Northern Ireland is also excluded as they carry out their own survey of construction activity.
Timeliness and punctuality
(Timeliness refers to the lapse of time between publication and the period to which the data refer. Punctuality refers to the gap between planned and actual publication dates.)
Provisional results, produced from the Monthly Business Survey, are delivered approximately 2 months after the reporting month. Revised results, for previously published periods, are published for the following 12 months on the same date as the latest provisional data.
The provisional estimates are published in the Output in the Construction Industry statistical bulletin. Provisional estimates and revised estimates are also available in MS Excel format on the ONS website.

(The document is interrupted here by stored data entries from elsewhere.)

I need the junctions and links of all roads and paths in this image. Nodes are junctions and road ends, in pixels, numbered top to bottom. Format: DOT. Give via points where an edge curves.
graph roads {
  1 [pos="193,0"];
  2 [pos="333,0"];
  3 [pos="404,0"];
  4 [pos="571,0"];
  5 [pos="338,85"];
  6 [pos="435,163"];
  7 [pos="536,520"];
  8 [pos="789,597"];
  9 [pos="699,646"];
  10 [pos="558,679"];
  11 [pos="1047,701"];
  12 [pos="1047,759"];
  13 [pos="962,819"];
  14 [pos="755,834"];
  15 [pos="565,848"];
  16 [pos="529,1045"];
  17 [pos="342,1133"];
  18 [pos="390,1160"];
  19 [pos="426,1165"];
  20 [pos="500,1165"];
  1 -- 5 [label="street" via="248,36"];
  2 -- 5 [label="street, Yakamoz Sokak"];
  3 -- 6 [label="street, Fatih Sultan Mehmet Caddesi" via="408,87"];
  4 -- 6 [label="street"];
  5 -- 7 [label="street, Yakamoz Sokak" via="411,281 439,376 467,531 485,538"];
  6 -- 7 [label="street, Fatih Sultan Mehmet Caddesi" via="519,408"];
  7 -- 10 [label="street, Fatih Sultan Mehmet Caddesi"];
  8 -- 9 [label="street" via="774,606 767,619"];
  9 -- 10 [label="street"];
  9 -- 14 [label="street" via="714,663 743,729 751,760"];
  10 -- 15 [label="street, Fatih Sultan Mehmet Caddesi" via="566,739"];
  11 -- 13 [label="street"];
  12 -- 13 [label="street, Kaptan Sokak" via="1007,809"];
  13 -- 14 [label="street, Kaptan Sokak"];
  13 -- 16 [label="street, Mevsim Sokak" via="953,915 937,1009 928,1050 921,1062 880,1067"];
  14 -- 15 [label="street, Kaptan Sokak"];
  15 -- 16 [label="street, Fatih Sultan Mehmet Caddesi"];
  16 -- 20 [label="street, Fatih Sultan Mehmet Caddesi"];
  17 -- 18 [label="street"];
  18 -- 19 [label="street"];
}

For more details on related releases, the release calendar is available online from the GOV.UK website and provides 12 months’ advance notice of release dates. If there are any changes to the pre-announced release schedule, public attention will be drawn to the change and the reasons for the change will be explained fully at the same time, as set out in the Code of Practice for Official Statistics.
How the output is created
The Monthly Business Survey for Construction measures output from the construction industry in Great Britain. It samples 8,000 businesses, which includes all businesses employing over 100 people or with an annual turnover of more than £60 million receiving a questionnaire by post every month. Each business sampled receives a questionnaire by post each month and is asked to return information on work carried out in the previous month.
Output is defined as the amount chargeable to customers for building and civil engineering work done in the relevant period excluding VAT. As well as work charged to customers, businesses are asked to include the value of work done on their own initiative on buildings such as dwellings or offices for eventual sale or lease and of work done by their own operatives on the construction and maintenance of their own premises. The value of goods made by businesses themselves and used in the work is also included.
As well as being an important indicator of the performance of construction companies, the construction estimate also contributes approximately 5.9% to the UK estimate of gross domestic product.
Our survey is the largest and broadest ranging survey of the sector. There are several other surveys that are smaller in size and focus on particular parts of the industry. They also differ in what they ask. Many of them ask whether business is up or down or about the same as a previous period.
Coverage and sample
There are 24 construction industries in the Monthly Business Survey (see the UK SIC 2007 classification – industry description table), as defined by the UK Standard Industrial Classification 2007 (UK SIC 2007), covering 11 sectors (see the Concepts and Definition section). Output is collected in £ thousands for all industries. In 2014, approximately 96,000 questionnaires were sent out to businesses in Great Britain (Northern Ireland is not included) collecting data on construction output. The sampling frame used is the IDBR. Industry classification and size, based on the number of employees recorded in the register, are used as the basis for stratification; businesses with 100 or more employees are fully enumerated every month. An additional band covering businesses with low employment and exceptionally large turnover, defined as having 10 to 99 employees with an annual turnover of £60 million or more, are fully enumerated.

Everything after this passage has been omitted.